Faz sentido, já que o prêmio está ligado diretamente à fé que ele pratica há vários anos e está na raiz de sua família. "Tem uma história que contam, que é de que minha bisavó tinha um terreiro", diz enquanto caminhamos em busca de um lugar em paz para fazer a entrevista -- um grande desafio, tratando-se da Zona Central de São Paulo.
Ele topou falar ao g1 sobre o conceito por trás de "M'kumba", o projeto fotográfico que o levou ao título.
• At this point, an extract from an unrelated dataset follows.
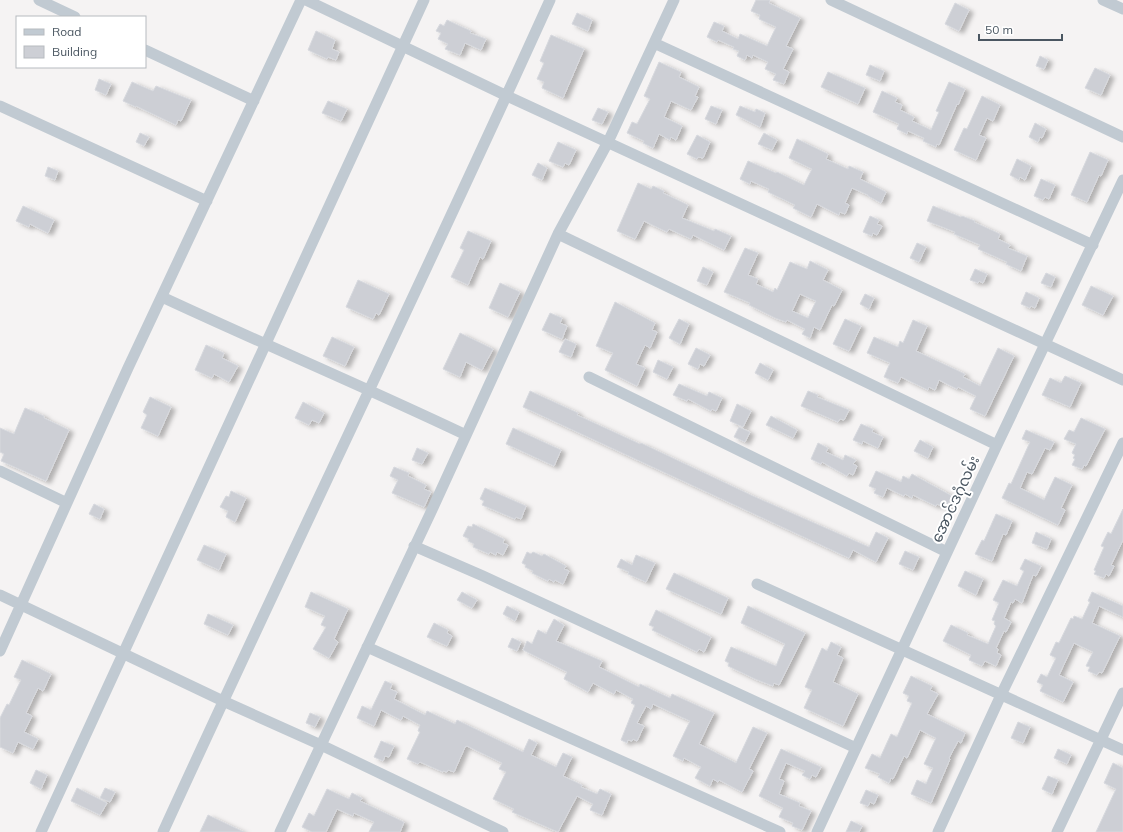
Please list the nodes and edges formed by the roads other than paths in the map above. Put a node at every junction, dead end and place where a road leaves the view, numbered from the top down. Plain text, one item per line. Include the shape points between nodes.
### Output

O fotógrafo Gui Christ posa para foto no Parque Augusta, na Zona Central de São Paulo, após entrevista ao g1
Fábio Tito/g1
Nascido em Niterói, o fluminense de 45 anos mora na capital paulista há 11 e resolve fácil tomando a frente quando avistamos algumas mesas que dariam um bom lugar pra entrevista, todas ocupadas. Ele se apresenta a uma moça e pergunta se tudo bem compartilharmos o espaço, ela não vê problema, até o encoraja a aparecer no vídeo quando ele se surpreende com a câmera. Achava que a entrevista seria só gravada em áudio.
O fato de ser branco fez com que demorasse muito tempo até que sentisse a violência do racismo religioso em sua própria pele. Alguns anos atrás, vestido de branco com fios (colares) tradicionais de umbandistas, ele andava por uma calçada quando um motorista simplesmente jogou o carro para cima dele. Gui teve que se jogar no chão dando uma cambalhota para não ser atingido. De relance, viu um adesivo que fazia menção a Jesus na traseira do carro, que seguiu pela rua.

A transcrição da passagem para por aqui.